Severe damage to similar forts on the Atlantic Coast during the war - Fort Sumter in South Carolina and Fort Pulaski in Georgia - challenged the effectiveness of masonry walls against rifled artillery. Troops soon moved out of Fort Point, and it was never again continuously occupied by the Army. The fort was nonetheless important enough to receive protection from the elements. In 1869 a granite seawall was completed. The following year, some of the fort's cannon were moved to Battery East on the bluffs nearby, where they were more protected. In 1882 Fort Point was officially named Fort Winfield Scott after the famous hero from the war against Mexico. The name never caught on and was later applied to an artillery post at the Presidio.

[edit] Into a New Century

Fort Point, below the Golden Gate Bridge on a December evening in 2006.
Fort Point, below the Golden Gate Bridge on a December evening in 2006.
Fort Point, below the Golden Gate Bridge.
Fort Point, below the Golden Gate Bridge.
View of the Golden Gate Bridge, with the arch over Fort Point on the right side
View of the Golden Gate Bridge, with the arch over Fort Point on the right side

In 1892 the Army began constructing the new Endicott System concrete fortifications armed with steel, breech-loading rifled guns. Within eight years, all 102 of the smooth-bore cannons at Fort Point had been dismounted and sold for scrap. The fort, moderately damaged in the 1906 earthquake, was used over the next four decades for barracks, training, and storage. Soldiers from the 6th U.S. Coast Artillery were stationed there during World War II to guard minefields and the anti-submarine net that spanned the Golden Gate.

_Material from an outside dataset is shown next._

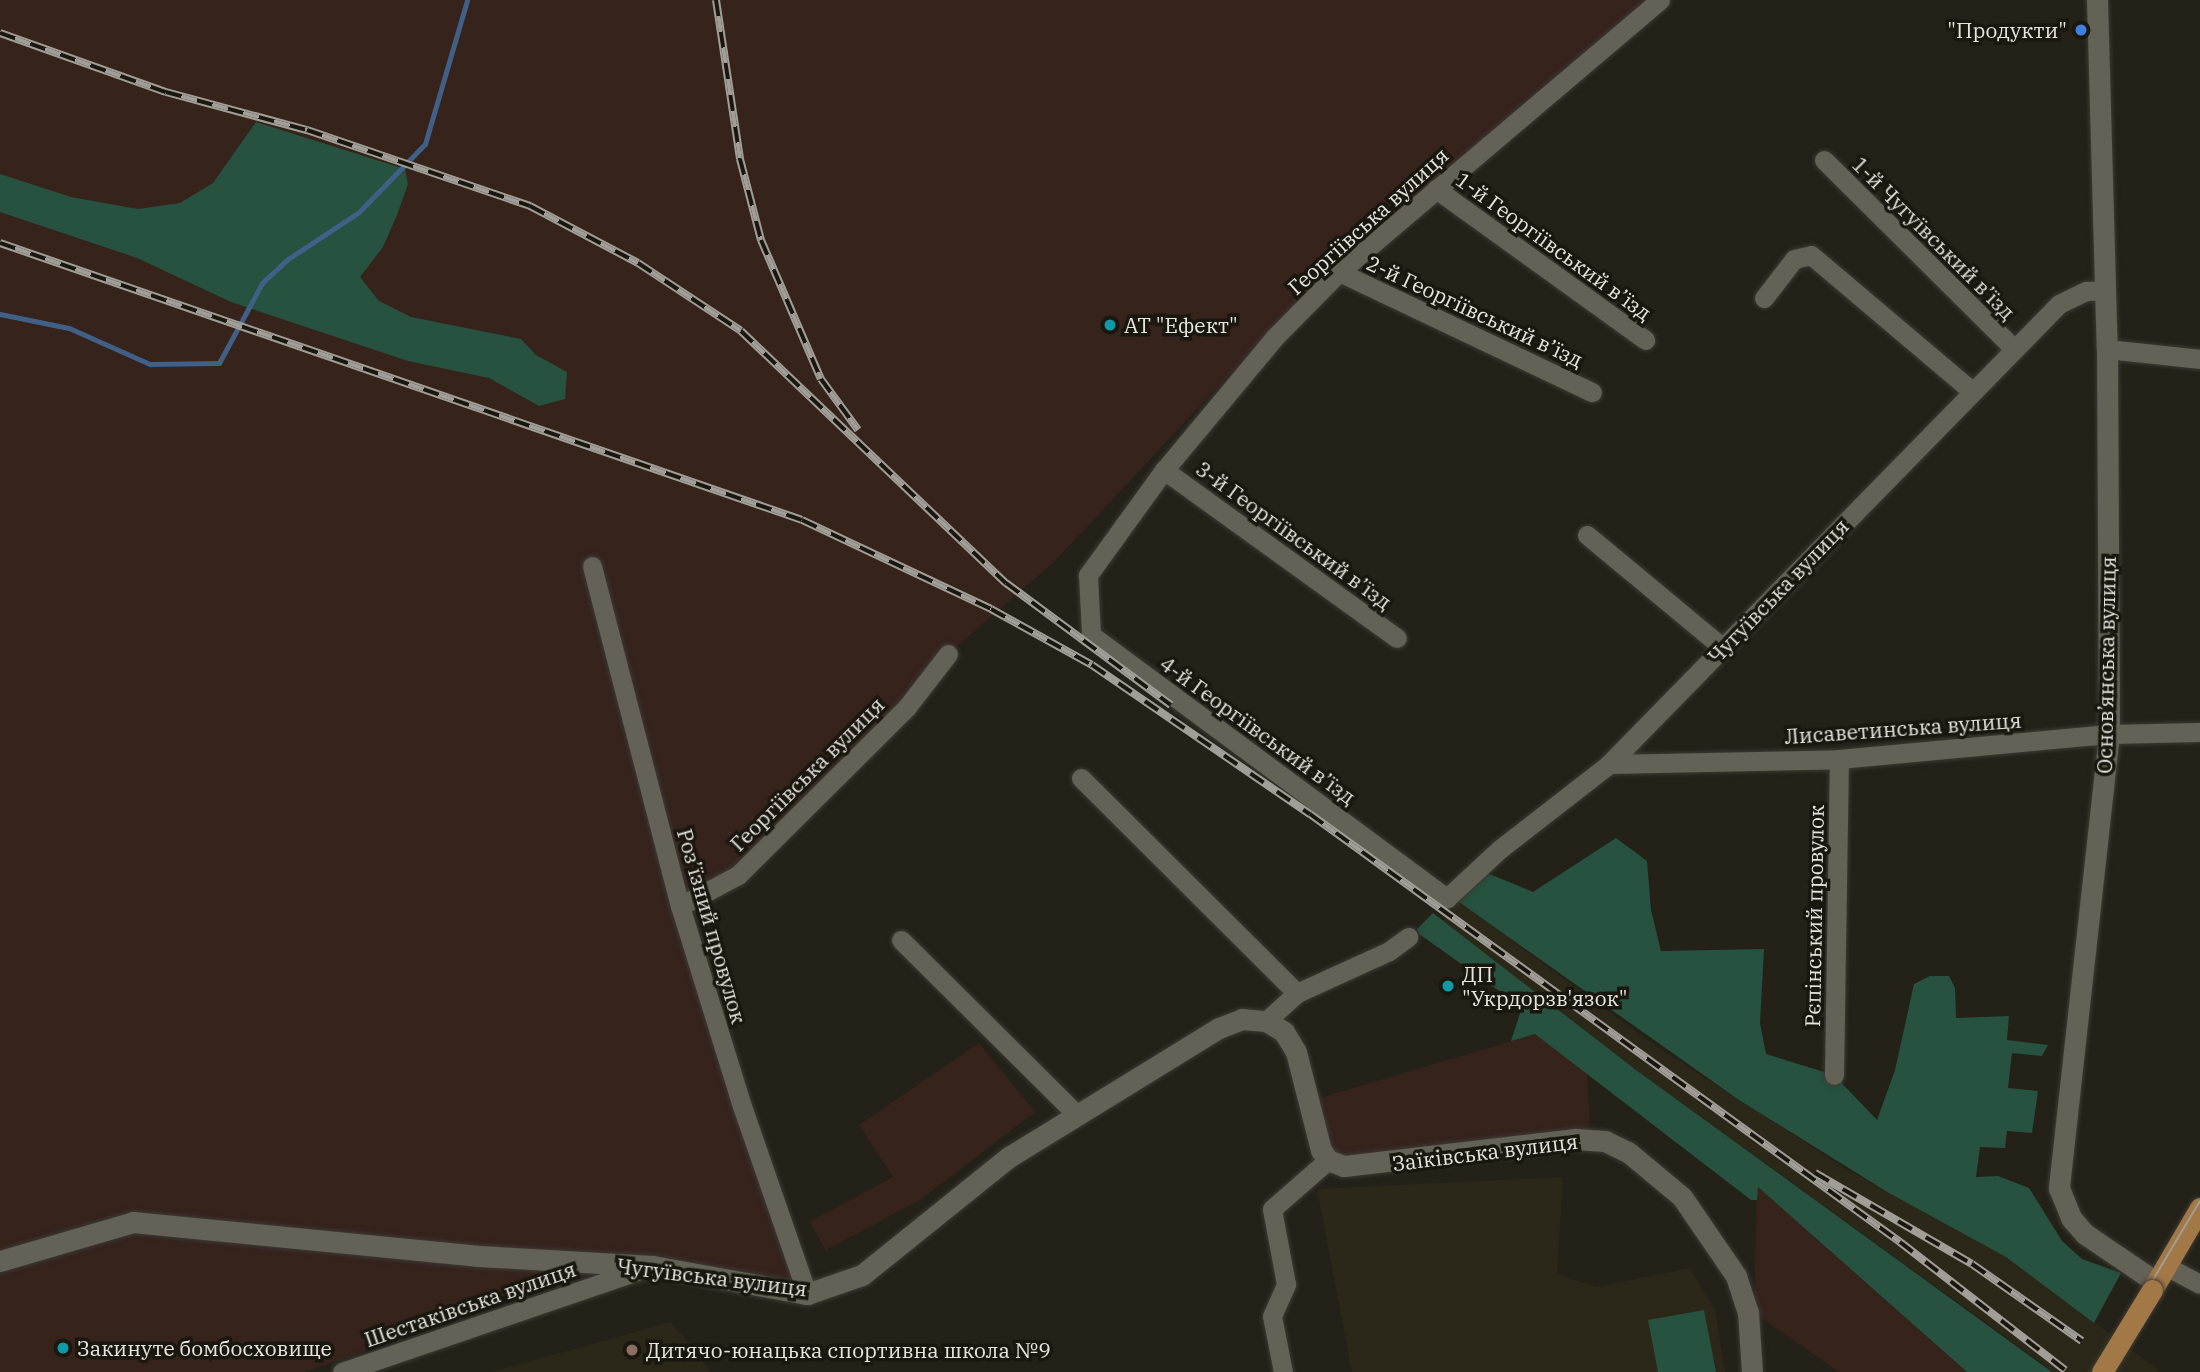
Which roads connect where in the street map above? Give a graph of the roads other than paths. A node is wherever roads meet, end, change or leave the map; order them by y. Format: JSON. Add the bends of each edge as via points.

[edit] Preserving Fort Point

In 1926 the American Institute of Architects proposed preserving the fort for its outstanding military architecture. Funds were unavailable, and the ideas languished. Plans for the Golden Gate Bridge in the 1930s called for the fort's removal, but Chief Engineer Joseph Strauss redesigned the bridge to save the fort. "While the old fort has no military value now," Strauss said, "it remains nevertheless a fine example of the mason's art.... It should be preserved and restored as a national monument." Currently it is situated directly below the southern approach to the bridge, underneath an arch that supports the roadway (visible on the right side of the photo).

Preservation efforts were revived after World War II. On October 16, 1970, President Richard Nixon signed the bill creating Fort Point National Historic Site.